TRY IT
Pull out every line in the data that has the string "Salvador" in it.
::: DATA RECORDS
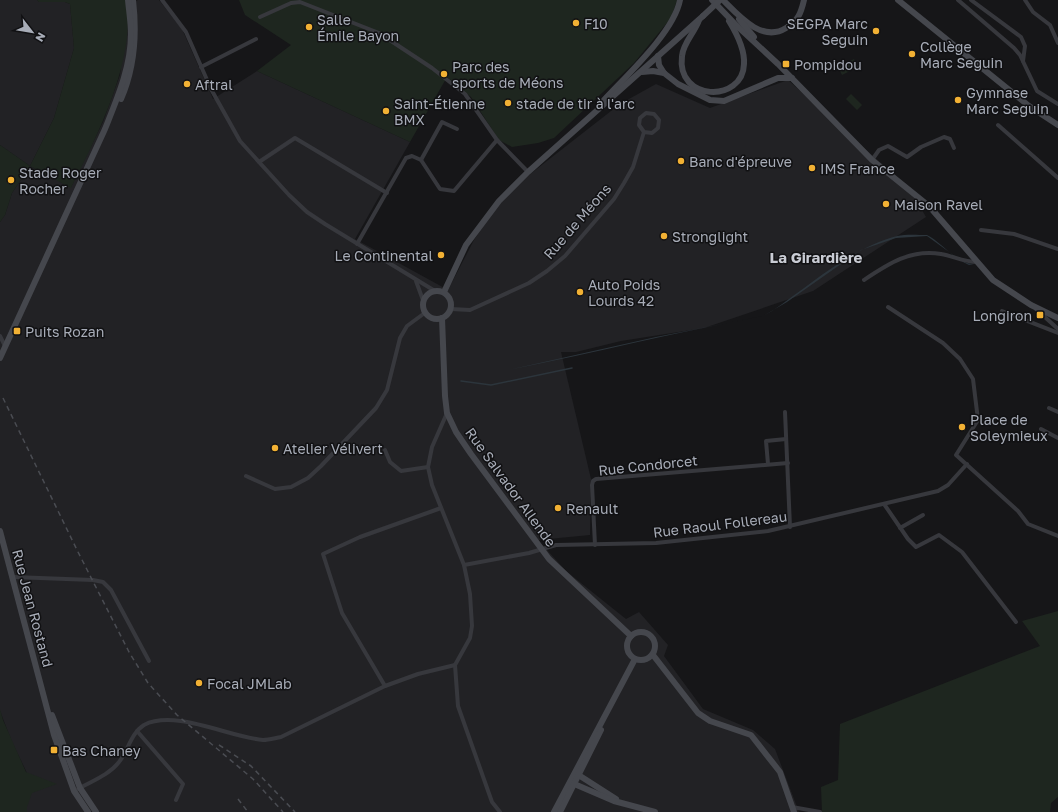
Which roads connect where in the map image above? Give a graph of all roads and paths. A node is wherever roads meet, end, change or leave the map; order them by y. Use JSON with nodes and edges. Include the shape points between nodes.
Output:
{"nodes":[{"id":1,"x":128,"y":0,"type":"edge"},
{"id":2,"x":134,"y":0,"type":"edge"},
{"id":3,"x":162,"y":0,"type":"edge"},
{"id":4,"x":680,"y":0,"type":"edge"},
{"id":5,"x":712,"y":0,"type":"edge"},
{"id":6,"x":721,"y":0,"type":"edge"},
{"id":7,"x":804,"y":0,"type":"edge"},
{"id":8,"x":898,"y":0,"type":"edge"},
{"id":9,"x":958,"y":0,"type":"edge"},
{"id":10,"x":971,"y":0,"type":"edge"},
{"id":11,"x":1024,"y":0,"type":"edge"},
{"id":12,"x":260,"y":17,"type":"dead end"},
{"id":13,"x":702,"y":17,"type":"junction"},
{"id":14,"x":256,"y":39,"type":"dead end"},
{"id":15,"x":1058,"y":43,"type":"edge"},
{"id":16,"x":768,"y":53,"type":"junction"},
{"id":17,"x":658,"y":56,"type":"junction"},
{"id":18,"x":1023,"y":61,"type":"junction"},
{"id":19,"x":201,"y":67,"type":"junction"},
{"id":20,"x":642,"y":72,"type":"junction"},
{"id":21,"x":664,"y":73,"type":"junction"},
{"id":22,"x":792,"y":78,"type":"junction"},
{"id":23,"x":1058,"y":104,"type":"edge"},
{"id":24,"x":584,"y":122,"type":"junction"},
{"id":25,"x":998,"y":125,"type":"dead end"},
{"id":26,"x":1058,"y":125,"type":"edge"},
{"id":27,"x":105,"y":129,"type":"junction"},
{"id":28,"x":458,"y":129,"type":"dead end"},
{"id":29,"x":644,"y":132,"type":"junction"},
{"id":30,"x":497,"y":140,"type":"junction"},
{"id":31,"x":954,"y":148,"type":"dead end"},
{"id":32,"x":421,"y":160,"type":"junction"},
{"id":33,"x":872,"y":160,"type":"junction"},
{"id":34,"x":259,"y":162,"type":"junction"},
{"id":35,"x":528,"y":172,"type":"junction"},
{"id":36,"x":1058,"y":178,"type":"edge"},
{"id":37,"x":387,"y":193,"type":"junction"},
{"id":38,"x":981,"y":230,"type":"dead end"},
{"id":39,"x":357,"y":244,"type":"junction"},
{"id":40,"x":1058,"y":249,"type":"edge"},
{"id":41,"x":977,"y":262,"type":"junction"},
{"id":42,"x":864,"y":280,"type":"dead end"},
{"id":43,"x":416,"y":281,"type":"junction"},
{"id":44,"x":435,"y":291,"type":"junction"},
{"id":45,"x":444,"y":292,"type":"junction"},
{"id":46,"x":424,"y":302,"type":"junction"},
{"id":47,"x":1031,"y":305,"type":"junction"},
{"id":48,"x":888,"y":307,"type":"dead end"},
{"id":49,"x":451,"y":309,"type":"junction"},
{"id":50,"x":1002,"y":311,"type":"dead end"},
{"id":51,"x":426,"y":312,"type":"junction"},
{"id":52,"x":442,"y":318,"type":"junction"},
{"id":53,"x":1058,"y":318,"type":"edge"},
{"id":54,"x":1058,"y":329,"type":"edge"},
{"id":55,"x":1058,"y":333,"type":"edge"},
{"id":56,"x":0,"y":336,"type":"edge"},
{"id":57,"x":6,"y":347,"type":"junction"},
{"id":58,"x":0,"y":358,"type":"edge"},
{"id":59,"x":1049,"y":408,"type":"dead end"},
{"id":60,"x":785,"y":412,"type":"dead end"},
{"id":61,"x":1058,"y":412,"type":"edge"},
{"id":62,"x":447,"y":413,"type":"junction"},
{"id":63,"x":1041,"y":429,"type":"dead end"},
{"id":64,"x":1058,"y":438,"type":"edge"},
{"id":65,"x":786,"y":439,"type":"junction"},
{"id":66,"x":385,"y":450,"type":"dead end"},
{"id":67,"x":788,"y":463,"type":"junction"},
{"id":68,"x":768,"y":464,"type":"junction"},
{"id":69,"x":967,"y":464,"type":"junction"},
{"id":70,"x":428,"y":467,"type":"junction"},
{"id":71,"x":246,"y":476,"type":"dead end"},
{"id":72,"x":884,"y":504,"type":"junction"},
{"id":73,"x":441,"y":508,"type":"junction"},
{"id":74,"x":923,"y":515,"type":"dead end"},
{"id":75,"x":790,"y":527,"type":"junction"},
{"id":76,"x":900,"y":528,"type":"junction"},
{"id":77,"x":0,"y":531,"type":"edge"},
{"id":78,"x":1058,"y":536,"type":"edge"},
{"id":79,"x":595,"y":545,"type":"junction"},
{"id":80,"x":542,"y":548,"type":"junction"},
{"id":81,"x":464,"y":565,"type":"junction"},
{"id":82,"x":13,"y":577,"type":"junction"},
{"id":83,"x":1016,"y":622,"type":"dead end"},
{"id":84,"x":631,"y":636,"type":"junction"},
{"id":85,"x":652,"y":655,"type":"junction"},
{"id":86,"x":635,"y":659,"type":"junction"},
{"id":87,"x":149,"y":661,"type":"dead end"},
{"id":88,"x":455,"y":665,"type":"junction"},
{"id":89,"x":385,"y":686,"type":"junction"},
{"id":90,"x":137,"y":731,"type":"junction"},
{"id":91,"x":577,"y":774,"type":"junction"},
{"id":92,"x":572,"y":783,"type":"junction"},
{"id":93,"x":77,"y":789,"type":"junction"},
{"id":94,"x":176,"y":800,"type":"dead end"},
{"id":95,"x":621,"y":802,"type":"junction"},
{"id":96,"x":793,"y":809,"type":"edge"},
{"id":97,"x":88,"y":812,"type":"edge"},
{"id":98,"x":96,"y":812,"type":"edge"},
{"id":99,"x":500,"y":812,"type":"edge"},
{"id":100,"x":554,"y":812,"type":"edge"},
{"id":101,"x":560,"y":812,"type":"edge"},
{"id":102,"x":655,"y":812,"type":"edge"},
{"id":103,"x":820,"y":812,"type":"edge"}],
"edges":[{"from":1,"to":27,"type":"street","via":[[131,35],[129,51],[122,86]]},
{"from":2,"to":27,"type":"street","via":[[135,44],[132,67],[124,92]]},
{"from":3,"to":19,"type":"street","via":[[186,32]]},
{"from":4,"to":24,"type":"street","via":[[678,12],[668,29]]},
{"from":5,"to":13,"type":"street","via":[[729,21],[743,50],[743,73],[729,88],[709,92],[690,85],[685,78],[682,55]]},
{"from":5,"to":16,"type":"street"},
{"from":6,"to":7,"type":"street","via":[[747,22],[759,30],[770,33],[782,30],[797,20]]},
{"from":6,"to":13,"type":"street","bridge":true},
{"from":6,"to":16,"type":"street"},
{"from":8,"to":26,"type":"street","via":[[1029,106]]},
{"from":9,"to":18,"type":"street","via":[[1014,48]]},
{"from":10,"to":18,"type":"street","via":[[1021,37],[1025,46]]},
{"from":11,"to":15,"type":"street","via":[[1033,12],[1050,25]]},
{"from":12,"to":30,"type":"street","via":[[291,3],[300,2],[379,33],[432,68],[465,94]]},
{"from":13,"to":17,"type":"street"},
{"from":14,"to":19,"type":"street"},
{"from":16,"to":22,"type":"street"},
{"from":17,"to":20,"type":"street"},
{"from":17,"to":21,"type":"street","via":[[659,66]]},
{"from":18,"to":23,"type":"street","via":[[1038,91]]},
{"from":19,"to":34,"type":"street","via":[[240,141]]},
{"from":20,"to":21,"type":"street"},
{"from":20,"to":24,"type":"street"},
{"from":21,"to":22,"type":"street","via":[[701,97],[717,100],[724,100],[778,78]]},
{"from":22,"to":33,"type":"street"},
{"from":24,"to":35,"type":"street"},
{"from":25,"to":36,"type":"street"},
{"from":27,"to":57,"type":"street"},
{"from":28,"to":32,"type":"street","via":[[442,122]]},
{"from":29,"to":29,"type":"street","name":"Rue de Méons","via":[[639,125],[640,118],[646,113],[654,114],[659,120],[658,128],[652,132]]},
{"from":29,"to":49,"type":"street","name":"Rue de Méons","via":[[633,167],[614,199],[565,256],[529,283],[468,311]]},
{"from":30,"to":32,"type":"street","via":[[454,191],[440,189]]},
{"from":30,"to":35,"type":"street"},
{"from":31,"to":33,"type":"street","via":[[950,139],[944,137],[921,147],[907,157],[888,146],[879,150]]},
{"from":32,"to":37,"type":"street","via":[[412,156],[406,158]]},
{"from":33,"to":41,"type":"street","via":[[929,206]]},
{"from":34,"to":37,"type":"street","via":[[295,138]]},
{"from":34,"to":39,"type":"street","via":[[308,212]]},
{"from":35,"to":45,"type":"street","via":[[498,201],[481,223],[460,256]]},
{"from":37,"to":39,"type":"street"},
{"from":38,"to":40,"type":"street","via":[[1014,234]]},
{"from":39,"to":43,"type":"street","via":[[409,274]]},
{"from":41,"to":42,"type":"street","via":[[941,254],[918,253],[901,257]]},
{"from":41,"to":47,"type":"street","via":[[994,280]]},
{"from":43,"to":44,"type":"street"},
{"from":43,"to":46,"type":"street"},
{"from":44,"to":45,"type":"street"},
{"from":44,"to":46,"type":"street","via":[[427,296]]},
{"from":45,"to":49,"type":"street","via":[[450,298]]},
{"from":46,"to":51,"type":"street"},
{"from":47,"to":53,"type":"street"},
{"from":47,"to":54,"type":"street"},
{"from":48,"to":69,"type":"street","via":[[943,343],[960,359],[973,379],[978,420],[956,455]]},
{"from":49,"to":52,"type":"street"},
{"from":50,"to":55,"type":"street"},
{"from":51,"to":52,"type":"street","via":[[434,318]]},
{"from":51,"to":71,"type":"street","via":[[407,326],[400,338],[387,390],[376,408],[308,478],[291,487],[275,489]]},
{"from":52,"to":62,"type":"street","name":"Rue Salvador Allende"},
{"from":56,"to":57,"type":"street"},
{"from":57,"to":58,"type":"street"},
{"from":59,"to":61,"type":"street"},
{"from":60,"to":65,"type":"street"},
{"from":62,"to":70,"type":"street","via":[[432,447]]},
{"from":62,"to":80,"type":"street","name":"Rue Salvador Allende","via":[[470,454]]},
{"from":63,"to":64,"type":"street"},
{"from":65,"to":67,"type":"street"},
{"from":65,"to":68,"type":"street","via":[[766,441]]},
{"from":66,"to":70,"type":"street","via":[[390,462],[401,471]]},
{"from":67,"to":68,"type":"street","name":"Rue Condorcet"},
{"from":67,"to":75,"type":"street"},
{"from":68,"to":79,"type":"street","name":"Rue Condorcet","via":[[596,479],[592,485]]},
{"from":69,"to":72,"type":"street","name":"Rue Raoul Follereau","via":[[938,491]]},
{"from":69,"to":78,"type":"street","via":[[1018,511],[1028,524]]},
{"from":70,"to":73,"type":"street"},
{"from":72,"to":75,"type":"street","name":"Rue Raoul Follereau"},
{"from":72,"to":76,"type":"street"},
{"from":73,"to":81,"type":"street"},
{"from":73,"to":89,"type":"street","via":[[360,537],[323,554],[342,613]]},
{"from":74,"to":76,"type":"street"},
{"from":75,"to":79,"type":"street","name":"Rue Raoul Follereau","via":[[656,543]]},
{"from":76,"to":83,"type":"street","via":[[916,547],[939,535],[962,552]]},
{"from":77,"to":82,"type":"street","name":"Rue Jean Rostand"},
{"from":79,"to":80,"type":"street","name":"Rue Raoul Follereau","via":[[556,545]]},
{"from":80,"to":81,"type":"street","name":"Rue Raoul Follereau","via":[[529,553]]},
{"from":80,"to":84,"type":"street","name":"Rue Salvador Allende","via":[[549,559]]},
{"from":81,"to":88,"type":"street","via":[[470,594],[472,626],[470,638]]},
{"from":82,"to":87,"type":"street","via":[[103,582],[111,590]]},
{"from":82,"to":93,"type":"street","name":"Rue Jean Rostand","via":[[43,691]]},
{"from":84,"to":85,"type":"street","via":[[645,632],[653,637],[656,646]]},
{"from":84,"to":86,"type":"street","via":[[627,648]]},
{"from":85,"to":86,"type":"street","via":[[644,660]]},
{"from":85,"to":96,"type":"street","via":[[698,713],[710,721],[751,735],[780,772]]},
{"from":86,"to":91,"type":"street"},
{"from":88,"to":89,"type":"street","via":[[418,674]]},
{"from":88,"to":99,"type":"street","via":[[458,706],[492,802]]},
{"from":89,"to":90,"type":"street","via":[[281,737],[264,740],[168,719],[153,722]]},
{"from":90,"to":93,"type":"street","via":[[119,762],[110,772]]},
{"from":90,"to":94,"type":"street","via":[[183,784]]},
{"from":91,"to":92,"type":"street"},
{"from":91,"to":95,"type":"street"},
{"from":92,"to":95,"type":"street","via":[[592,793]]},
{"from":92,"to":100,"type":"street"},
{"from":92,"to":101,"type":"street"},
{"from":93,"to":97,"type":"street","name":"Rue Jean Rostand"},
{"from":93,"to":98,"type":"street","name":"Rue Jean Rostand"},
{"from":95,"to":102,"type":"street"},
{"from":96,"to":103,"type":"street"}]}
::::::
RESPONSE TO THE TASK
{"from":52,"to":62,"type":"street","name":"Rue Salvador Allende"},
{"from":62,"to":80,"type":"street","name":"Rue Salvador Allende","via":[[470,454]]},
{"from":80,"to":84,"type":"street","name":"Rue Salvador Allende","via":[[549,559]]},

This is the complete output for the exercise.